Good call pipelining this, I'm not positive but I'd suspect this is a large number of the overall queries we end up doing in a diff. I really wonder whether what the path to doing even better here looks like; presumably best would be if we don't need to convert 2 to 1 at all, which would be a big UCM change :'(

ChrisPenner · 2025-05-01T23:19:59Z

+        hydrateTypes codebaseUser typeReferences = do
+          let typeReferenceIds = Map.mapMaybe Reference.toId (BiMultimap.range typeReferences)
+          typeIds <-
+            PG.pFor typeReferenceIds \refId ->


I'm not positive, but I bet we could do even better than pipelining here and collect all the typeIds in a single batch query rather than a pipelined for.

ChrisPenner · 2025-05-01T23:31:44Z

+-- | Mitchell says: this could/should just have replaced 'expectNamespaceIdsByCausalIdsOf', but that function has
+-- many callers, so having two temporarily eases the transition.


Hrmm, I wonder maybe the better option might be to absorb pUnrecoverableEitherMap into the QueryA class, that way you can just have a QueryA m constraint here and wouldn't need to touch any callsites.

I admit, the transaction types are getting away from me a bit as the number of them slowly grows 😓

ChrisPenner · 2025-05-01T23:40:55Z

The "namespace diff" endpoint (where in the UI do we cause that to be hit?)

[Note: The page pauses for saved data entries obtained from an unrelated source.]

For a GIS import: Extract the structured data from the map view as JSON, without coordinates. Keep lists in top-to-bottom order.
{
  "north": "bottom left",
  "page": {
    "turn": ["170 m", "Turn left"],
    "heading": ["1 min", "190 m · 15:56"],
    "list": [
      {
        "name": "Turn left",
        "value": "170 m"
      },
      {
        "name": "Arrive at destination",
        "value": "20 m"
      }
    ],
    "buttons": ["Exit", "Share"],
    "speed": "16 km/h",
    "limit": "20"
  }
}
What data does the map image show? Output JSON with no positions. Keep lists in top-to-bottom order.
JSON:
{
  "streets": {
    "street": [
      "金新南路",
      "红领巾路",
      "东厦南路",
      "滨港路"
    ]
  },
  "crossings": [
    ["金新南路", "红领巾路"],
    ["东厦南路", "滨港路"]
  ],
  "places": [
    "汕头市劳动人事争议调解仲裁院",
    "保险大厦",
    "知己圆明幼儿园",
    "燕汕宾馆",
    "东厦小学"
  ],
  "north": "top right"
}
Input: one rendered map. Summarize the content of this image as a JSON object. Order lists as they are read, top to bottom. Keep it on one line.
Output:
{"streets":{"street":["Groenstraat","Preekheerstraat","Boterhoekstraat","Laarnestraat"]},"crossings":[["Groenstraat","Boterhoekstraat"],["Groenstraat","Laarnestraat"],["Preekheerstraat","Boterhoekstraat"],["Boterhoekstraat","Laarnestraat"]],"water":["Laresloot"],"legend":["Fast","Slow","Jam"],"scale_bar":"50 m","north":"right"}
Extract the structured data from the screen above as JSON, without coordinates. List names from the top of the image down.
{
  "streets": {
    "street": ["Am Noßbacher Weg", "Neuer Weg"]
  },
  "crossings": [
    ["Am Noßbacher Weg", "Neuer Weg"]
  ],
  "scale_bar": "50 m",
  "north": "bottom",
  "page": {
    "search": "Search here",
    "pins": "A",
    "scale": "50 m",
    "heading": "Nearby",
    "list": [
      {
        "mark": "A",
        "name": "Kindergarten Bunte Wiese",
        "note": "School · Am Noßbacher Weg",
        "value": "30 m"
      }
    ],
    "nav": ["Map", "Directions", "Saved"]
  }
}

I don't believe we have a page for this yet, but may add one at some point, cc @hojberg .

ChrisPenner · 2025-05-01T23:43:08Z

Computing a diff could still be slow; more dedicated performance work is probably warranted.

You clearly did a ton of work pipelining where possible, in lots of spots which may even speed up term rendering and stuff too 🙌🏼

Q: do you have a sense (even perhaps a vague one) of how the pipelining changes have affected diff performance? Have you pushed a gnarly diff up to staging and timed the difference for instance? I think that'd be good info to have, especially since writing all this pipeline stuff and forcing things into Applicative style is annoying, it'd be nice to know how much we should be prioritizing it in the future.

mitchellwrosen · 2025-05-06T14:45:57Z

Q: do you have a sense (even perhaps a vague one) of how the pipelining changes have affected diff performance? Have you pushed a gnarly diff up to staging and timed the difference for instance? I think that'd be good info to have, especially since writing all this pipeline stuff and forcing things into Applicative style is annoying, it'd be nice to know how much we should be prioritizing it in the future.

I do have a vague sense that it's making things noticeably faster. I feel the applicative style is just sort of a stopgap solution to rewriting queries to return entire result sets in one go rather than N+1 style one-at-a-time. But for the very minimal time investment I think it's worth it.

It's actually kind of hard to make a big gnarly diff to try on staging – you can't just grab two releases of a project (they don't share a history). But in my small experiments, things are faster.

ChrisPenner · 2025-05-06T21:49:14Z

It's actually kind of hard to make a big gnarly diff to try on staging – you can't just grab two releases of a project (they don't share a history). But in my small experiments, things are faster.

If you've got a diff you like to test with on prod, you can just download and push it up to staging, having good test data is worth the time, that's what staging is for after all :)

ChrisPenner · 2025-05-06T21:55:17Z

@@ -0,0 +1,3 @@
+-- Delete all previously-computed namespace diffs, because the diff payload is different now (we explicitly store
+-- errors).
+TRUNCATE namespace_diffs;


Depending on whether you choose to re-queue diffs when the page is loaded and it's not cached, you may want to repopulate the queue with all existing contribution diffs after wiping them out.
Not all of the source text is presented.